The NHL and NHLPA have reached an agreement that will allow NHL players to compete for their countries in the 2022 Winter Olympics in Beijing, China.

NHL Winter Olympics Hockey
The NHL’s best players will suit up for their home countries at the 2022 Winter Olympics. (Image: Bruce Bennett/Getty)

The agreement will allow the world’s top male hockey players to compete against each other at the Olympics for the first time since 2014, as the NHL opted out of participation in the 2018 Olympics.

NHLPA pushed for Olympic hockey return

The NHL and NHLPA negotiated their return with the IOC and the International Ice Hockey Federation (IIHF). The return began to take shape in 2020, when players successfully placed a return to Olympic hockey into their collective bargaining agreement with the NHL. However, it was contingent on an agreement with the international organizations.
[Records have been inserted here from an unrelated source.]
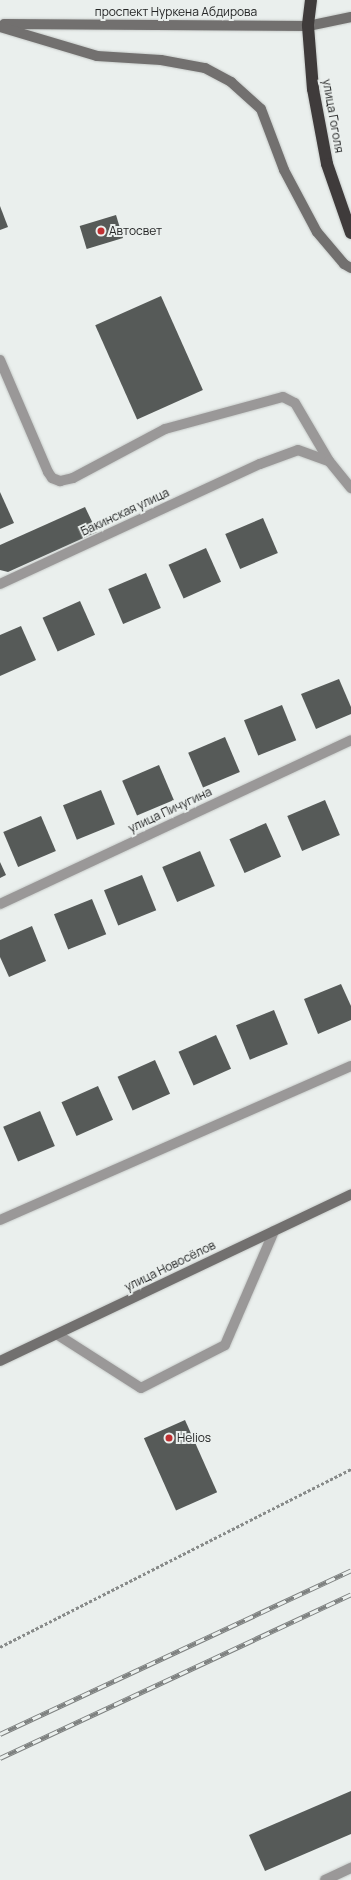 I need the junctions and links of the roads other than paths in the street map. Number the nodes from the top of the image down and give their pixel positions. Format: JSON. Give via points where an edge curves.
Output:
{"nodes":[{"id":1,"x":312,"y":0,"type":"edge"},
{"id":2,"x":351,"y":17,"type":"edge"},
{"id":3,"x":0,"y":26,"type":"edge"},
{"id":4,"x":308,"y":26,"type":"junction"},
{"id":5,"x":351,"y":233,"type":"edge"},
{"id":6,"x":351,"y":268,"type":"edge"},
{"id":7,"x":0,"y":360,"type":"edge"},
{"id":8,"x":329,"y":461,"type":"junction"},
{"id":9,"x":351,"y":488,"type":"edge"},
{"id":10,"x":0,"y":584,"type":"edge"},
{"id":11,"x":351,"y":740,"type":"edge"},
{"id":12,"x":0,"y":904,"type":"edge"},
{"id":13,"x":351,"y":1066,"type":"edge"},
{"id":14,"x":351,"y":1194,"type":"edge"},
{"id":15,"x":0,"y":1220,"type":"edge"},
{"id":16,"x":274,"y":1231,"type":"junction"},
{"id":17,"x":58,"y":1335,"type":"junction"},
{"id":18,"x":0,"y":1361,"type":"edge"},
{"id":19,"x":351,"y":1868,"type":"edge"},
{"id":20,"x":325,"y":1880,"type":"edge"}],
"edges":[{"from":1,"to":4,"type":"highway","name":"улица Гоголя"},
{"from":2,"to":4,"type":"main road","name":"проспект Нуркена Абдирова"},
{"from":3,"to":4,"type":"main road","name":"проспект Нуркена Абдирова"},
{"from":3,"to":6,"type":"main road","via":[[97,56],[161,60],[204,68],[231,82],[262,109],[284,170],[318,232],[344,264]]},
{"from":4,"to":5,"type":"highway","name":"улица Гоголя","via":[[313,89],[327,164]]},
{"from":7,"to":8,"type":"street","via":[[48,472],[52,478],[60,481],[73,478],[165,428],[283,397],[295,403]]},
{"from":8,"to":9,"type":"street"},
{"from":8,"to":10,"type":"street","name":"Бакинская улица","via":[[298,450],[260,464]]},
{"from":11,"to":12,"type":"street","name":"улица Пичугина"},
{"from":13,"to":15,"type":"street"},
{"from":14,"to":16,"type":"main road","name":"улица Новосёлов"},
{"from":16,"to":17,"type":"main road","name":"улица Новосёлов"},
{"from":16,"to":17,"type":"street","via":[[226,1345],[141,1388]]},
{"from":17,"to":18,"type":"main road","name":"улица Новосёлов"},
{"from":19,"to":20,"type":"street"}]}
Under the deal, the NHL secured expanded media and advertising rights around Olympic hockey. But the NHL didn’t have leverage to get much else out of the deal, as the NHLPA strongly favored a return.

“As any Canadian kid, your dream is to play in the NHL, and then your dream is to play for Team Canada in the Olympics,” Connor McDavid told reporters last week, speaking of the possibility of an agreement. “I’m certainly looking forward to having the ability to chase down a spot and hopefully make the team and represent my country at the Olympics.”
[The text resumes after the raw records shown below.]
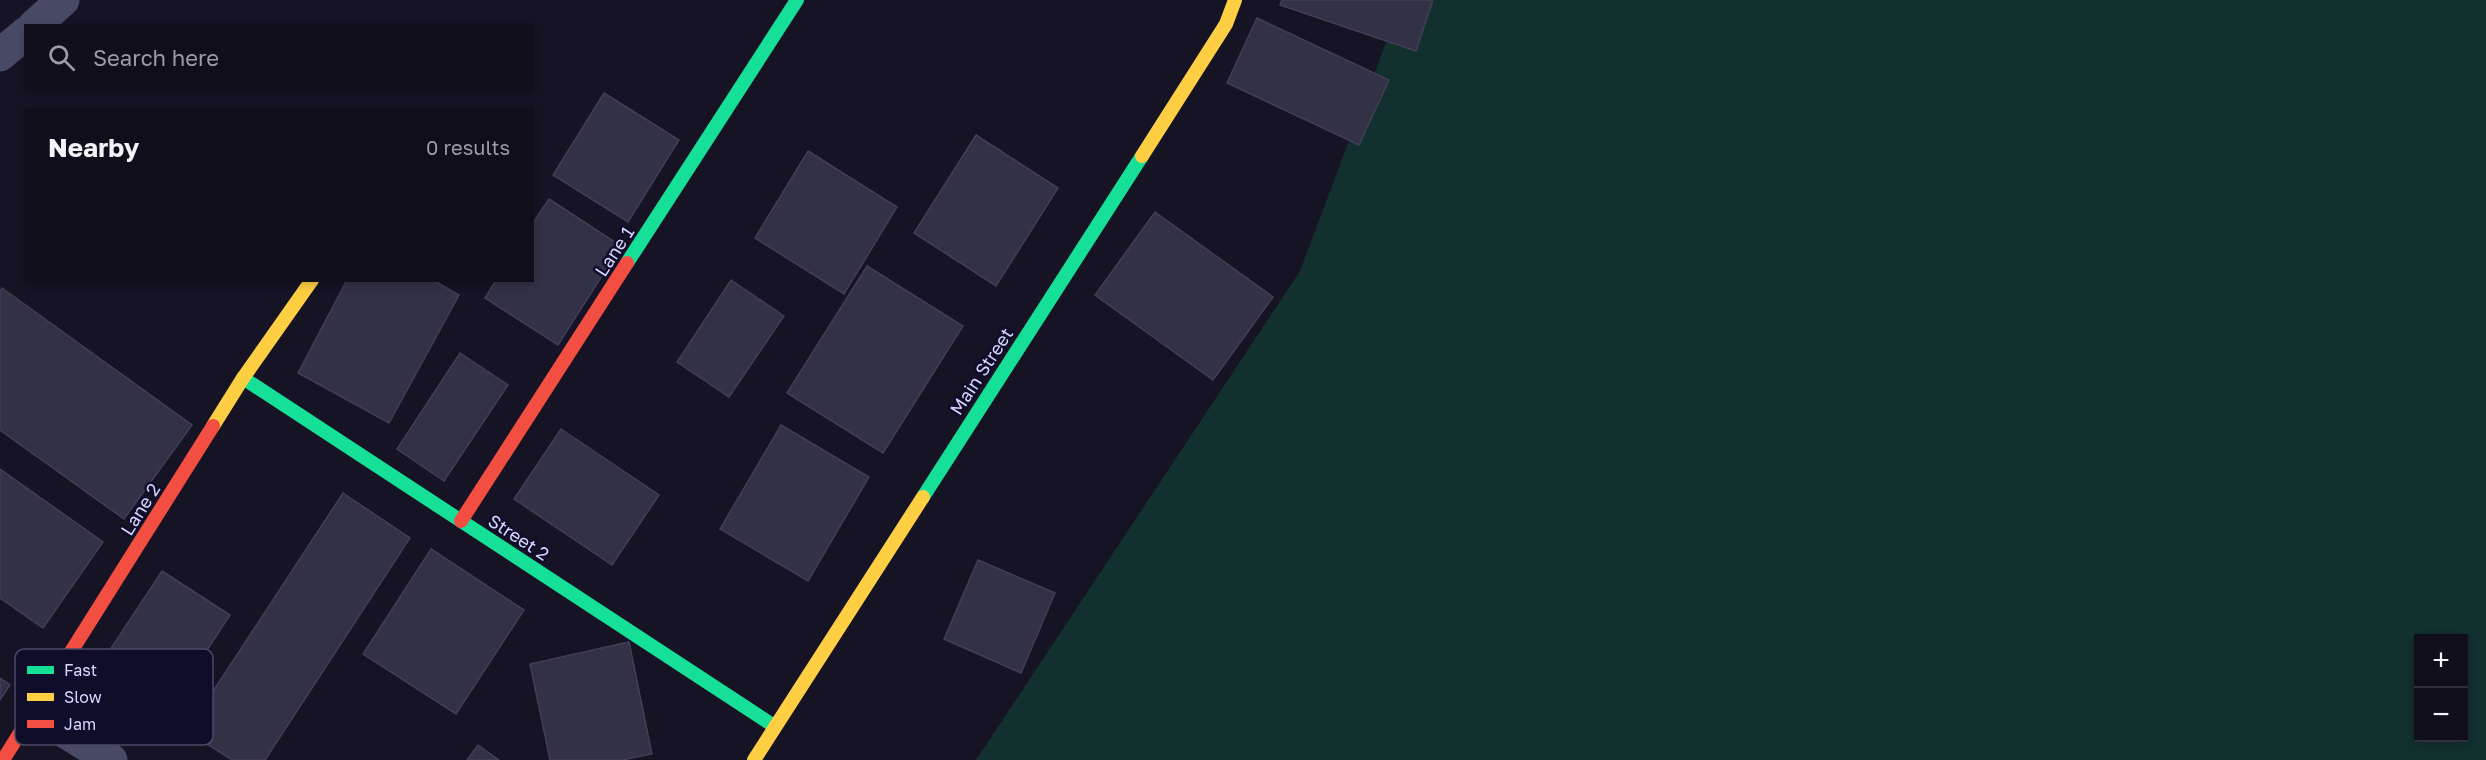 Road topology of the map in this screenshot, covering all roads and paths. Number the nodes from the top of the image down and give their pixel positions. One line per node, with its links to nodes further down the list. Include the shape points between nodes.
1 (63, 0): 4 (street)
2 (797, 0): 9 (street, Lane 1)
3 (1235, 0): 11 (street, Main Street, via 1226,24)
4 (36, 24)
5 (24, 35): 6 (street)
6 (0, 55)
7 (311, 282): 8 (street, Lane 2)
8 (243, 378): 9 (street, Street 2); 10 (street, Lane 2)
9 (462, 521): 11 (street, Street 2)
10 (72, 649)
11 (774, 726): 16 (street, Main Street)
12 (15, 740): 14 (street, Lane 2)
13 (87, 745): 15 (street)
14 (3, 760)
15 (111, 760)
16 (754, 760)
The NHL was less enthused about the prospect of sending its players away in the middle of the season. The season will break rom Feb. 3 through Feb. 22 in order to host the All-Star break and then accommodate the Olympic hockey tournament.

COVID-19 issues still a concern

The league also expressed concerns over the evolving COVID-19 situation. The NHL and NHLPA can still opt out if the coronavirus situation worsens or causes too many cancellations early in the NHL season, meaning the league needs the break in order to make up time.

“You know what the League’s traditional and historical position has been on the Olympics,” NHL Deputy Commissioner Bill Daly said in June. “We remain of that view, and in fact, with the future Games in Beijing and the continued uncertainty with [COVID-19] and the Games being halfway around the word, [this is] not necessarily an ideal Games to elect to go to. Having said that, we negotiated in good faith with the Players’ Association last summer. We agreed that if the conditions were right and we could reach agreement on all the material issues that we would commit and support going to the Olympics.”

Canada will likely enter the 12-team tournament as the favorite to win gold. The Canadians won gold in 2002, 2010, and 2014. No other nation can boast the combination of talent and depth that Canada brings to the ice.

That said, any of the traditional “Big Six” nations could potentially win gold. Those include the United States, which has won silver twice in the NHL era, along with 2006 champions Sweden, 1998 gold medalist the Czech Republic, Russia, and Finland. Interestingly, all three sets of regional rivals have been seeded into the same groups: Canada and Team USA in Group A, Russia and the Czech Republic in Group B, and Finland and Sweden in Group C.

Automatic qualifiers Germany and Switzerland could also be dark horse contenders for a medal. Slovakia, Latvia, and Denmark made the field via Olympic qualification tournaments, while China will also field a team as the host nation.